Required action
When counting, include every line of the data that holds "Adolfo", then state the total alone.

-=-=-=-=-

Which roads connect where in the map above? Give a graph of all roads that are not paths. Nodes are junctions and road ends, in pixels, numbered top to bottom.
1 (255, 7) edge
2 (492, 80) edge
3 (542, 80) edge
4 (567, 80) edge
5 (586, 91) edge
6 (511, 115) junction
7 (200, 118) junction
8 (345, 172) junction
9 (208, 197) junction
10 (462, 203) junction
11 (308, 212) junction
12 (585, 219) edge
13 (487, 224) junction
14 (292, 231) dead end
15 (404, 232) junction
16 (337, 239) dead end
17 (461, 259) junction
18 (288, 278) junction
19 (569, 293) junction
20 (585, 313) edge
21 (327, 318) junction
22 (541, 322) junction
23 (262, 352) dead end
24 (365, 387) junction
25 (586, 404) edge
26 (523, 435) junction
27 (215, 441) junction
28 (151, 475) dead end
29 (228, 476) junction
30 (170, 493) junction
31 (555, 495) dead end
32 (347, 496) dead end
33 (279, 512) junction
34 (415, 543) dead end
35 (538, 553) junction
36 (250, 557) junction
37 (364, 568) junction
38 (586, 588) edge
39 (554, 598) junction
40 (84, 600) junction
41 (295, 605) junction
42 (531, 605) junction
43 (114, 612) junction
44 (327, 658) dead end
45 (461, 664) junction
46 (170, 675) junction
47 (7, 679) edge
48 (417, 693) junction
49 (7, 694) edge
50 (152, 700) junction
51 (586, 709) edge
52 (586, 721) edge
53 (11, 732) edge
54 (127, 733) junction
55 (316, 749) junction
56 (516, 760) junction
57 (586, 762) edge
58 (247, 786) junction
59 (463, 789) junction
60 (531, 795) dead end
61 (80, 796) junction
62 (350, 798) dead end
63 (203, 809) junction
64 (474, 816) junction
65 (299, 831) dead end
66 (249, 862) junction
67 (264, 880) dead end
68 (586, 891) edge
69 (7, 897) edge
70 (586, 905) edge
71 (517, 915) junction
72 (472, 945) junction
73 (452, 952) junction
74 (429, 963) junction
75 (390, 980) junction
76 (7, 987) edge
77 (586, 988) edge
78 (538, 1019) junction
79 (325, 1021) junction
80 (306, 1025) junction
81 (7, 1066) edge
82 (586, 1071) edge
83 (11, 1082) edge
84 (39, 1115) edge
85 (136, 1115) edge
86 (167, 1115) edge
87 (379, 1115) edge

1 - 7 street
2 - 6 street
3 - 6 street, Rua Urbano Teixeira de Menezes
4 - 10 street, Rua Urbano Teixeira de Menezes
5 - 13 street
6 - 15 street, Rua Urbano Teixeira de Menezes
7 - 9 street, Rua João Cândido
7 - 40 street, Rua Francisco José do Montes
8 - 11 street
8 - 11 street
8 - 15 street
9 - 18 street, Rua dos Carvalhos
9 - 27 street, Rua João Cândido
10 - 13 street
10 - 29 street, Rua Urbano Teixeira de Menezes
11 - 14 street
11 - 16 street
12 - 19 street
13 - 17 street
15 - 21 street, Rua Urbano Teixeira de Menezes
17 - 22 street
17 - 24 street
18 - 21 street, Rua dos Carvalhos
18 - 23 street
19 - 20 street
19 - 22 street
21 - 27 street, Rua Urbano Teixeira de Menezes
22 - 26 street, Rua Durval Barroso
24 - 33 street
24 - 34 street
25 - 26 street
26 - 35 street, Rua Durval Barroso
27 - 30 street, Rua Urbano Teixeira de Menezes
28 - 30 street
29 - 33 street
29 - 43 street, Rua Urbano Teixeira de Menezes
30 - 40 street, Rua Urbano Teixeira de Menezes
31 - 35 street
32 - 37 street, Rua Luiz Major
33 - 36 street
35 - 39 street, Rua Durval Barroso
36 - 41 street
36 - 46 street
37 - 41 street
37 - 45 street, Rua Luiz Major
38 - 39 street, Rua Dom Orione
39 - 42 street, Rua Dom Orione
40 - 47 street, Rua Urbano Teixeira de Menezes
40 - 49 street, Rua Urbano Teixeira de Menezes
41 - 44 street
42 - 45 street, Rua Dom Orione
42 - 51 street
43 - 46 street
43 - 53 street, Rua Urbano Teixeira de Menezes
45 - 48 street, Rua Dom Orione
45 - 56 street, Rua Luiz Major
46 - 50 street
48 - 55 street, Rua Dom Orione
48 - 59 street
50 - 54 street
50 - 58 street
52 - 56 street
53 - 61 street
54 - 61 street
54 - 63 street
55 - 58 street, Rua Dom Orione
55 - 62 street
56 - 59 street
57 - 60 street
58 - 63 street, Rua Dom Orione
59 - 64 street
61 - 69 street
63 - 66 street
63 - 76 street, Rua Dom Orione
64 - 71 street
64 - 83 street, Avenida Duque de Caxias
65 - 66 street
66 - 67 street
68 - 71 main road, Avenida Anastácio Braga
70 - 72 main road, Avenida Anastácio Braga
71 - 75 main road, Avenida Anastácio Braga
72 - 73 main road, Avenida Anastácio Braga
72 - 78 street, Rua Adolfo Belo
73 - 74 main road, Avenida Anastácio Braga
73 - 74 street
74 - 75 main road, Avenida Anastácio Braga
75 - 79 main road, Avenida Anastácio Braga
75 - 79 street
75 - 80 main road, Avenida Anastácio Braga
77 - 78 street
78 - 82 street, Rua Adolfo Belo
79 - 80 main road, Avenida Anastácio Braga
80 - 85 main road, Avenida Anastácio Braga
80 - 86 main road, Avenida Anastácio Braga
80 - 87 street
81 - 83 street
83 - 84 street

-=-=-=-=-

Output
2